South Korea has reported the highest number of cases outside China, with 571 new infections on Friday, bringing the total to 2,337, with 13 deaths.

China reported 329 cases in the past 24 hours, the lowest in the country in more than a month.

Nigeria reported its first case on Friday - linked to Italy - but Dr Ryan said it had "well-tested mechanisms for dealing with these dangerous pathogens", citing experience with Lassa fever and cholera.

Mr Adhanom Ghebreyesus said most confirmed cases of COVID-19, at the moment, are linked to "known contacts or clusters of cases".

"We do not see evidence as yet that the virus is spreading freely in communities," he added.

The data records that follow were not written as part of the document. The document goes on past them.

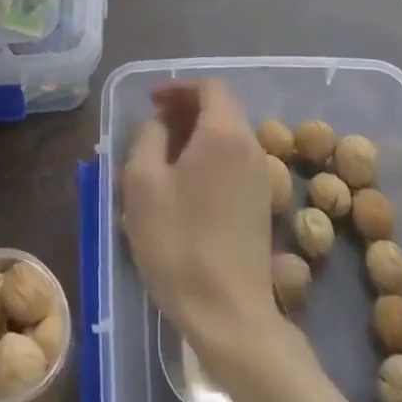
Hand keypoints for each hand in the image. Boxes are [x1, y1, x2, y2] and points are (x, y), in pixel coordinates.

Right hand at [122, 79, 289, 376]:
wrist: (228, 314)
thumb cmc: (178, 242)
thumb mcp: (141, 183)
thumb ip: (146, 137)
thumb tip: (158, 125)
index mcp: (224, 134)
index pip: (210, 87)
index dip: (179, 87)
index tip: (152, 102)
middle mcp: (251, 147)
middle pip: (222, 109)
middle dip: (186, 109)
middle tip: (153, 125)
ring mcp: (260, 178)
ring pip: (228, 136)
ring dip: (197, 134)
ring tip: (162, 155)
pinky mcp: (260, 205)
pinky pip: (234, 161)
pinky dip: (209, 156)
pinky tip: (184, 184)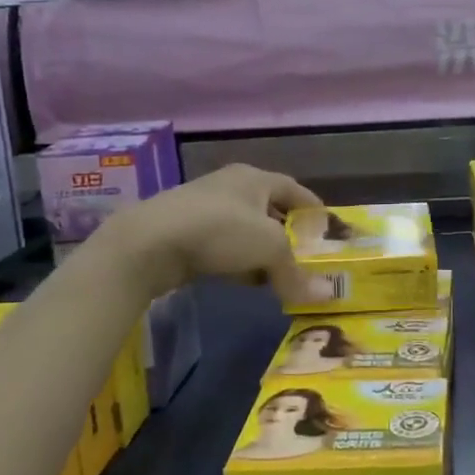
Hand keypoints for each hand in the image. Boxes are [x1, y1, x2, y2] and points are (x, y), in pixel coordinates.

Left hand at [91, 164, 333, 303]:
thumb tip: (325, 295)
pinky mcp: (184, 232)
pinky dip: (238, 261)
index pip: (294, 188)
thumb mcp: (268, 249)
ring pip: (244, 230)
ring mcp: (204, 209)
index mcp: (254, 179)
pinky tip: (244, 281)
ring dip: (262, 251)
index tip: (327, 228)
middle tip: (305, 256)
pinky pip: (223, 246)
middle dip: (288, 233)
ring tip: (278, 274)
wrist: (147, 243)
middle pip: (269, 208)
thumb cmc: (219, 231)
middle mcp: (231, 187)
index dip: (313, 207)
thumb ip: (296, 272)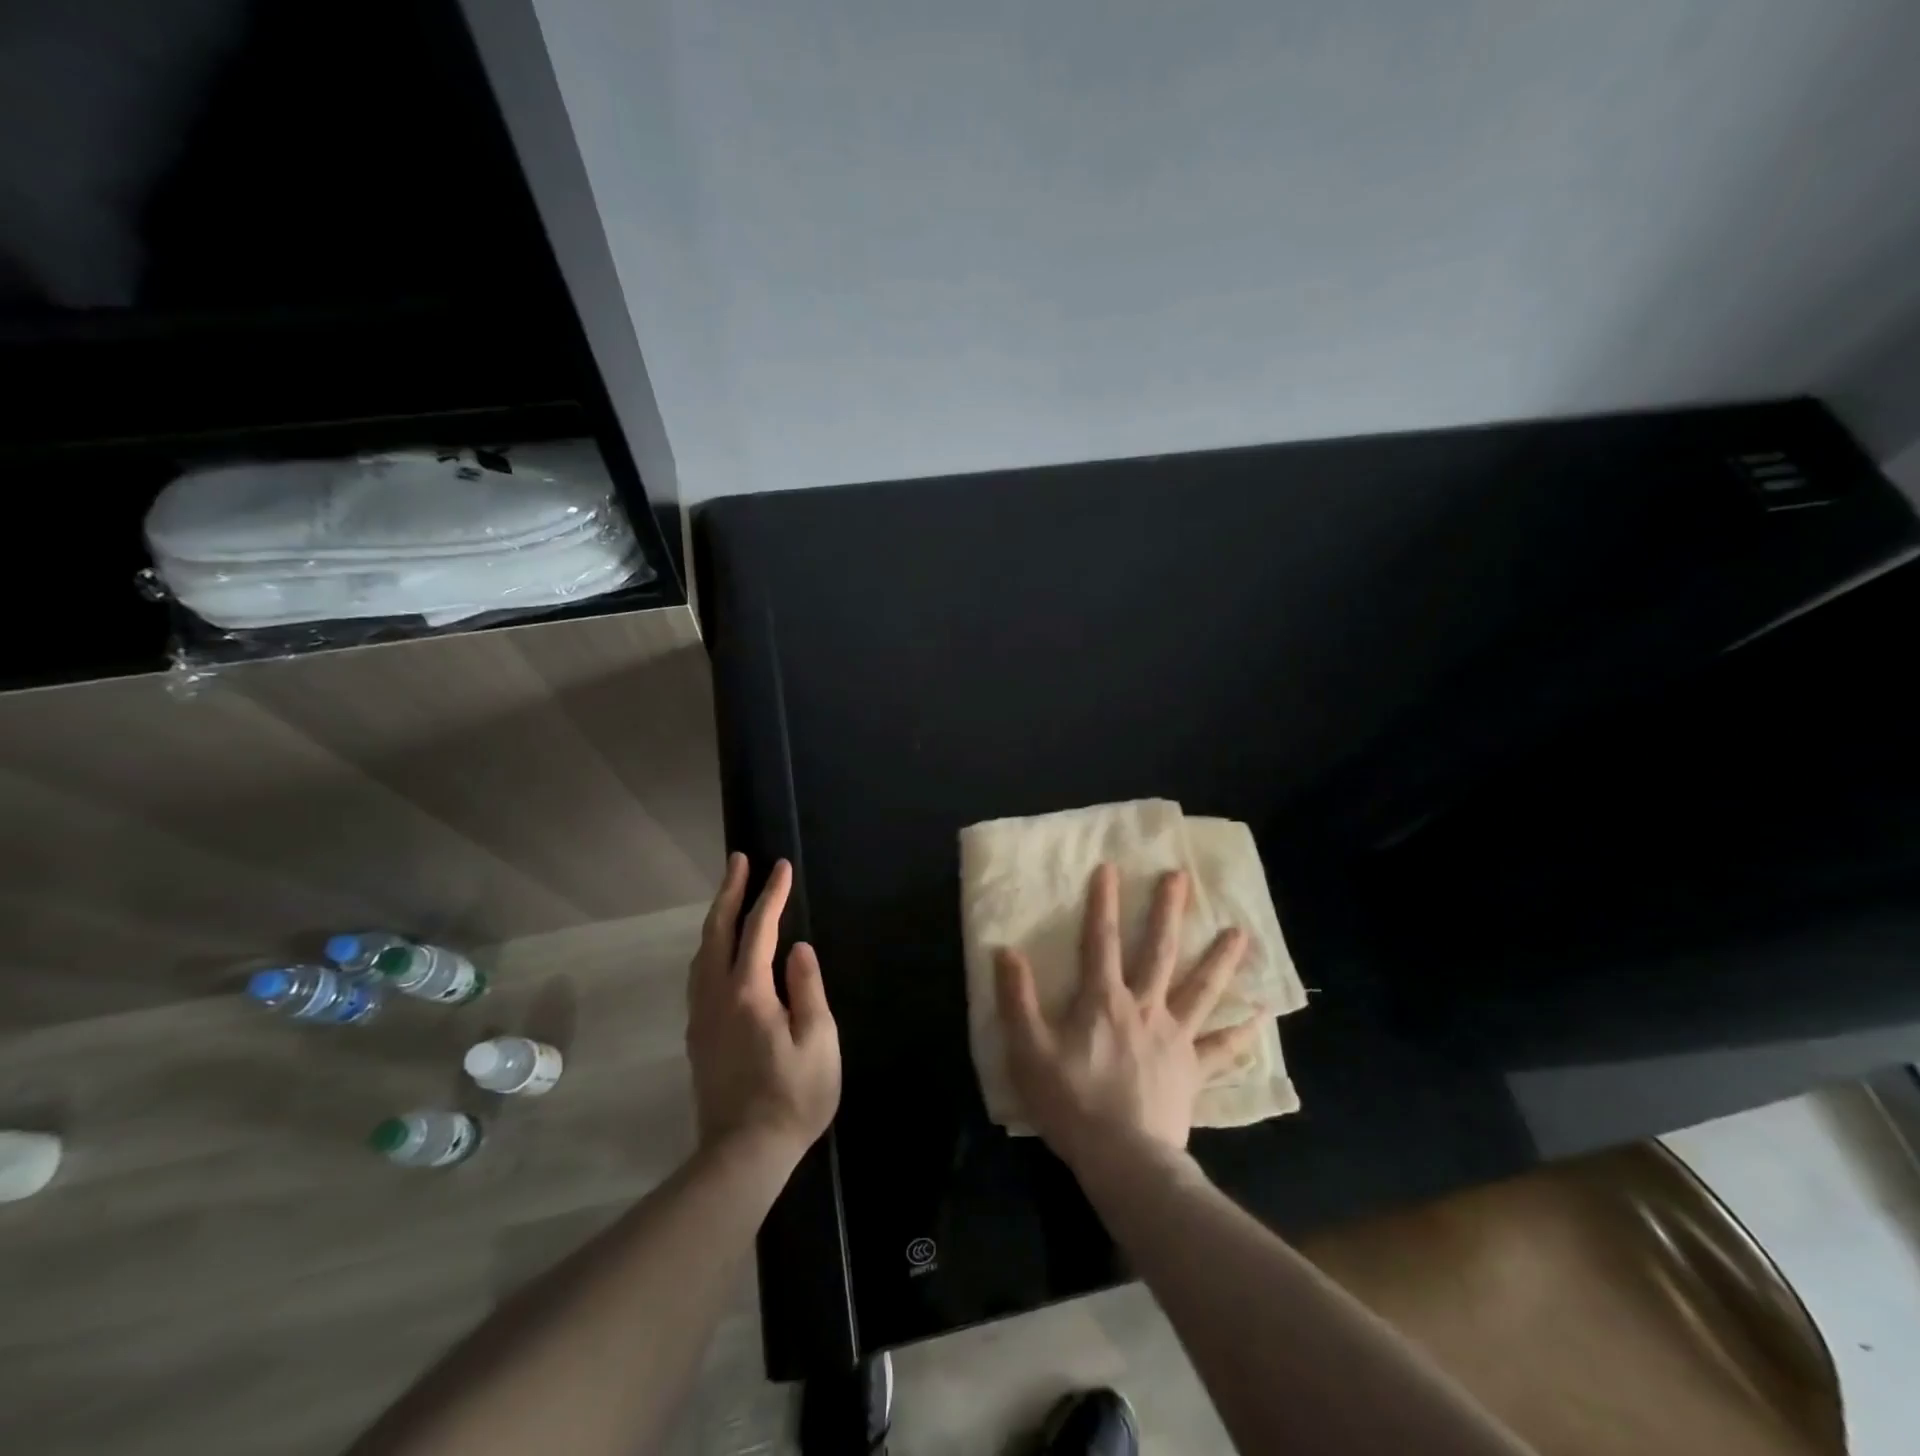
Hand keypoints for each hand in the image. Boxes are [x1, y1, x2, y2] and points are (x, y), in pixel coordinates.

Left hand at [687, 855, 840, 1170]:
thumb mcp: (818, 1042)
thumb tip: (798, 949)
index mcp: (748, 993)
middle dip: (729, 892)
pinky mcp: (698, 1035)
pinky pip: (699, 973)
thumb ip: (808, 989)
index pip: (759, 931)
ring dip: (715, 917)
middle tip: (739, 860)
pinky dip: (709, 945)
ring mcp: (702, 1016)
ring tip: (729, 894)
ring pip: (701, 952)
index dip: (771, 896)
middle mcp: (716, 996)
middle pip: (717, 932)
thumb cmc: (793, 1098)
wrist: (742, 1155)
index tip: (781, 867)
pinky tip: (718, 948)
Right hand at [995, 864, 1260, 1166]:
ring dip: (1219, 960)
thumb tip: (1006, 951)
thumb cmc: (1071, 1102)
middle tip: (1181, 878)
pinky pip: (1222, 1049)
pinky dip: (1242, 1033)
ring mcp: (1175, 1038)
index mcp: (1104, 1001)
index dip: (1103, 903)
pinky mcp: (1193, 1071)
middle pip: (1160, 952)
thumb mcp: (1029, 1050)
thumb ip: (1017, 1000)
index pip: (1101, 941)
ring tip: (1239, 932)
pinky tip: (1262, 1017)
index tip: (1110, 868)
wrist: (1123, 1159)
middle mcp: (1145, 1008)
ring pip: (1201, 990)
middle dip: (1169, 912)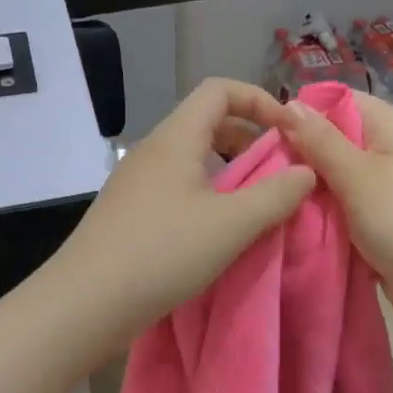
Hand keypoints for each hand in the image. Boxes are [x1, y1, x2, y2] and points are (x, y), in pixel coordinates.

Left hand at [51, 78, 315, 347]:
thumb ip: (277, 195)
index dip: (260, 100)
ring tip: (253, 203)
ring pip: (191, 157)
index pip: (219, 90)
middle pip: (206, 122)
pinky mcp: (128, 211)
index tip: (289, 132)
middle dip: (248, 138)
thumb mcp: (232, 224)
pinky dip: (206, 193)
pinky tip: (217, 230)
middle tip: (277, 171)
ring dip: (229, 170)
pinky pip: (176, 185)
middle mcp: (153, 150)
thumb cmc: (163, 252)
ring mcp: (135, 181)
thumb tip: (307, 172)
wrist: (85, 302)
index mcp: (176, 138)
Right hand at [281, 89, 392, 342]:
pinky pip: (341, 211)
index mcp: (389, 127)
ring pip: (332, 181)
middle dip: (297, 158)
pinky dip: (321, 218)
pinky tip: (289, 225)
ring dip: (306, 193)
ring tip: (268, 202)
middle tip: (259, 178)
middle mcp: (387, 151)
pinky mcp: (379, 224)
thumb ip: (320, 141)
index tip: (263, 137)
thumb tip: (288, 104)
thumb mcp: (358, 176)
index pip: (335, 101)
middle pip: (330, 142)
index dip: (300, 114)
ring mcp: (384, 190)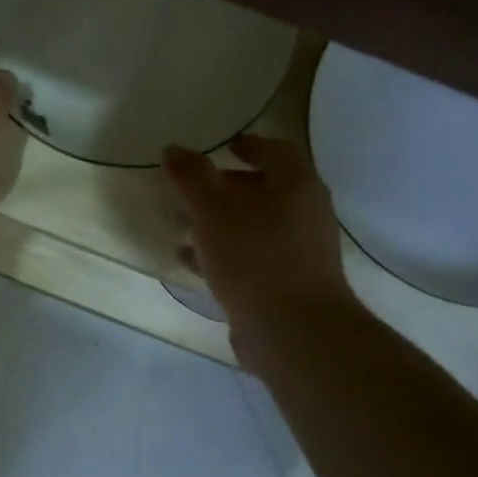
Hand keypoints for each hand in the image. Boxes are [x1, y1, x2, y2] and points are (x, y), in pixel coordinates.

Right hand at [163, 135, 352, 339]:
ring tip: (179, 226)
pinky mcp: (286, 285)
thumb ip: (191, 177)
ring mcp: (298, 253)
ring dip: (217, 224)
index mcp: (296, 186)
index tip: (225, 146)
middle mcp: (304, 215)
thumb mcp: (212, 210)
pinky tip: (190, 260)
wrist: (293, 331)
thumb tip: (173, 149)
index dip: (250, 145)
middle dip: (224, 189)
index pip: (276, 152)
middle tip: (190, 191)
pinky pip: (250, 258)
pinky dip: (221, 253)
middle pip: (263, 191)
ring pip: (252, 227)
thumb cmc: (254, 257)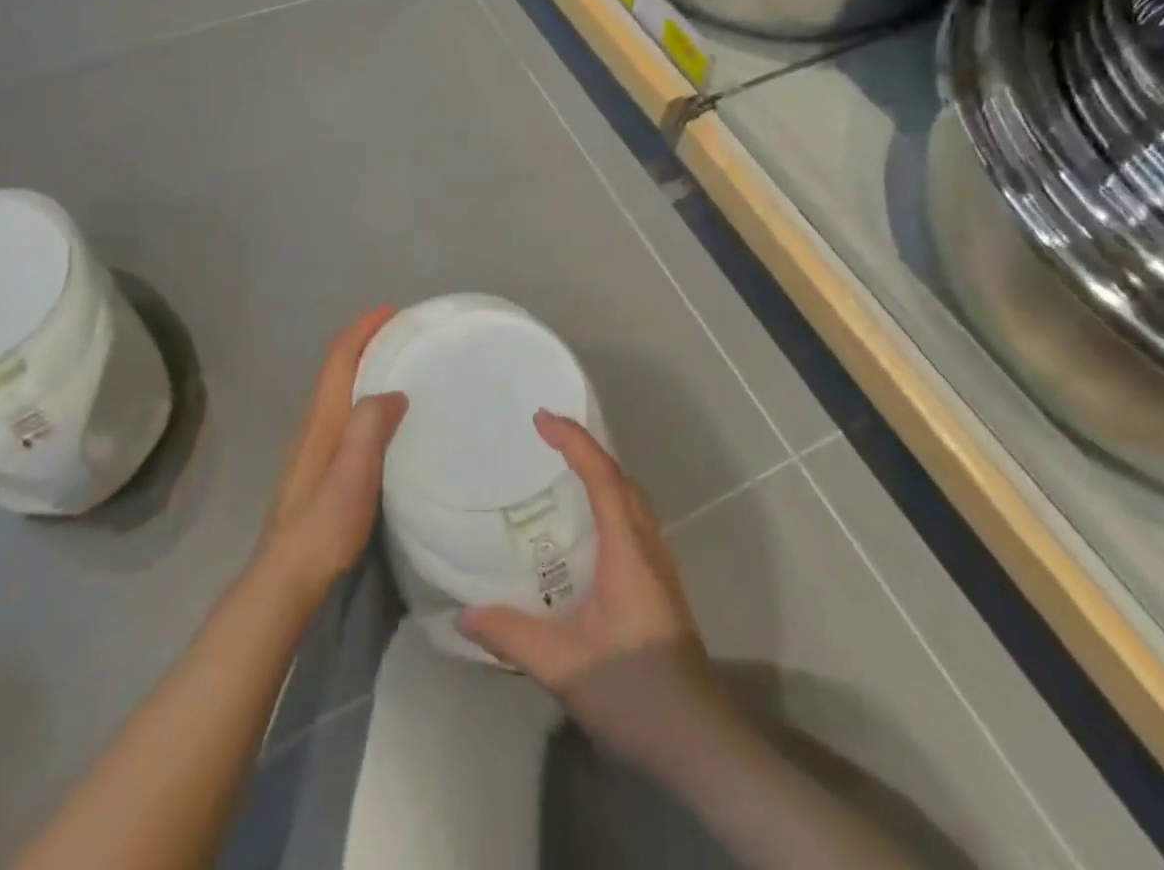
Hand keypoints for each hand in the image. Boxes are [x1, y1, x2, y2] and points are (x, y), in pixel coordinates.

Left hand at [261, 306, 407, 599]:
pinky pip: (343, 412)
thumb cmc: (324, 523)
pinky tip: (382, 415)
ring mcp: (313, 446)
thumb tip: (394, 392)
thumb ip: (370, 427)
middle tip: (402, 334)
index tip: (391, 311)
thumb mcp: (354, 474)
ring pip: (339, 390)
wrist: (287, 577)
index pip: (339, 358)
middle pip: (337, 368)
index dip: (363, 329)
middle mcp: (314, 424)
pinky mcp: (319, 466)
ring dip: (363, 367)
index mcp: (323, 418)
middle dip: (365, 342)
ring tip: (398, 365)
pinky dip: (362, 395)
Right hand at [458, 412, 727, 771]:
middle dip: (586, 450)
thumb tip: (463, 614)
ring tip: (560, 477)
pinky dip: (608, 504)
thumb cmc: (635, 693)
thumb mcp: (563, 666)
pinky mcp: (659, 588)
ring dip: (600, 476)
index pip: (602, 476)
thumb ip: (512, 635)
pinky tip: (583, 534)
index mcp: (627, 550)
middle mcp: (648, 547)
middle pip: (621, 480)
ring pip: (631, 501)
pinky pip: (632, 524)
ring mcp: (659, 567)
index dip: (573, 440)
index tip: (541, 419)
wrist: (700, 743)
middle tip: (546, 442)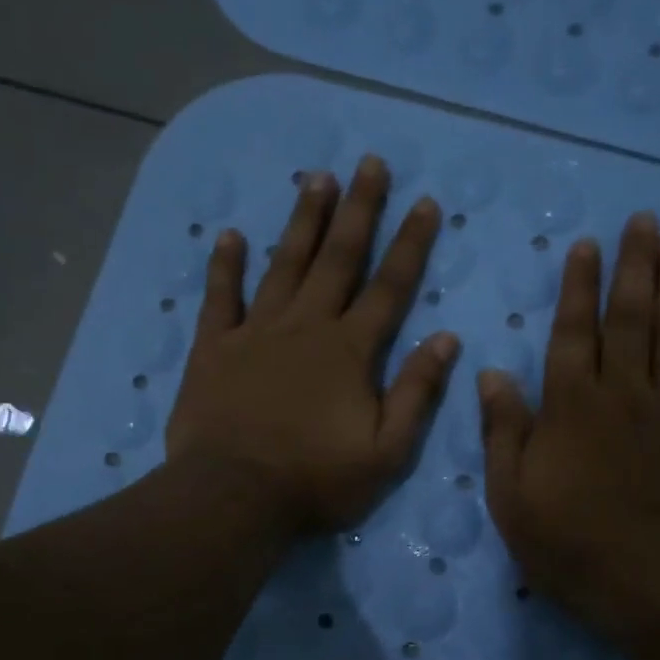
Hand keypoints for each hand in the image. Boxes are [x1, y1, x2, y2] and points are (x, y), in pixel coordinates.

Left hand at [167, 155, 460, 532]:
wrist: (233, 496)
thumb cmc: (315, 480)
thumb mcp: (386, 452)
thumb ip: (416, 393)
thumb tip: (446, 339)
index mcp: (350, 351)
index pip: (390, 287)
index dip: (411, 244)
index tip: (426, 203)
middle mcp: (306, 327)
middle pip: (338, 259)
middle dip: (359, 210)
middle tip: (370, 163)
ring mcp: (256, 333)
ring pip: (284, 264)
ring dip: (303, 221)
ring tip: (317, 178)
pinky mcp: (214, 348)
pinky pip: (220, 297)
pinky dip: (225, 266)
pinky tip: (230, 235)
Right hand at [478, 213, 659, 652]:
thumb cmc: (575, 549)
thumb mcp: (512, 501)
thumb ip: (503, 433)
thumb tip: (491, 374)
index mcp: (572, 408)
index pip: (573, 333)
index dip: (578, 287)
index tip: (585, 245)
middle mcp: (626, 394)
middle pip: (631, 318)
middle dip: (634, 265)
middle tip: (643, 220)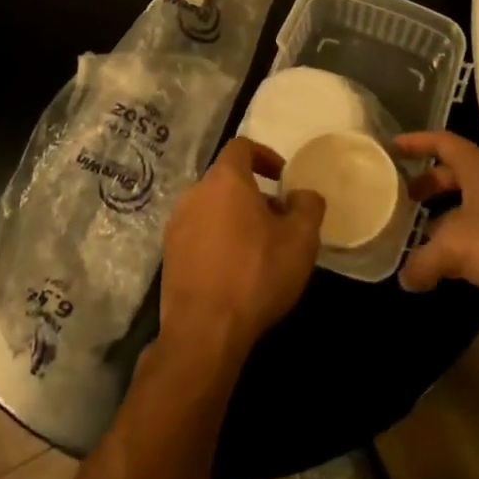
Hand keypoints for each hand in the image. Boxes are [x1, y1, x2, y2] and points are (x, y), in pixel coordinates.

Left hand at [159, 138, 324, 371]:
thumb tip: (302, 195)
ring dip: (235, 218)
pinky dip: (218, 240)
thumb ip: (308, 206)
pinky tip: (234, 270)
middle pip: (226, 180)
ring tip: (259, 247)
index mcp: (224, 180)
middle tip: (278, 219)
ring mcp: (177, 224)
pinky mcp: (170, 254)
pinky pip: (199, 234)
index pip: (241, 147)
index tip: (282, 177)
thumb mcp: (300, 240)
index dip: (265, 155)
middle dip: (254, 193)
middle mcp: (195, 193)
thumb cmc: (256, 274)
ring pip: (212, 208)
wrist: (204, 330)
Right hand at [396, 132, 478, 322]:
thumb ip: (425, 261)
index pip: (442, 142)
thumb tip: (405, 277)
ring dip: (448, 216)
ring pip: (474, 205)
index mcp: (478, 169)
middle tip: (402, 200)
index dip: (416, 142)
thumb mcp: (458, 248)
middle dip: (428, 184)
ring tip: (422, 238)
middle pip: (456, 173)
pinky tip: (459, 267)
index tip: (392, 149)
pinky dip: (470, 241)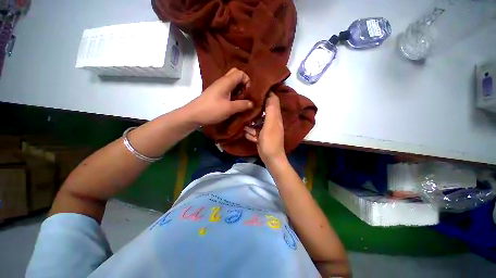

"As long as that's the case, we still have a chance of containing this coronavirus, if robust action is taken to detect cases early, isolate and care for patients and trace contacts.

"The key to containing this coronavirus is to break the chains of transmission."

He also announced that more than 20 vaccines are being developed around the world, with several treatments in clinical trials, and results are expected in a few weeks.

But, he said people can protect themselves ahead of those results by regularly washing your hands, disinfecting surfaces regularly, not touching your face, watching out for symptoms, avoiding travel if you have a fever or cough, sneezing into a tissue and avoiding crowded places if you are over 60 years old or have underlying conditions.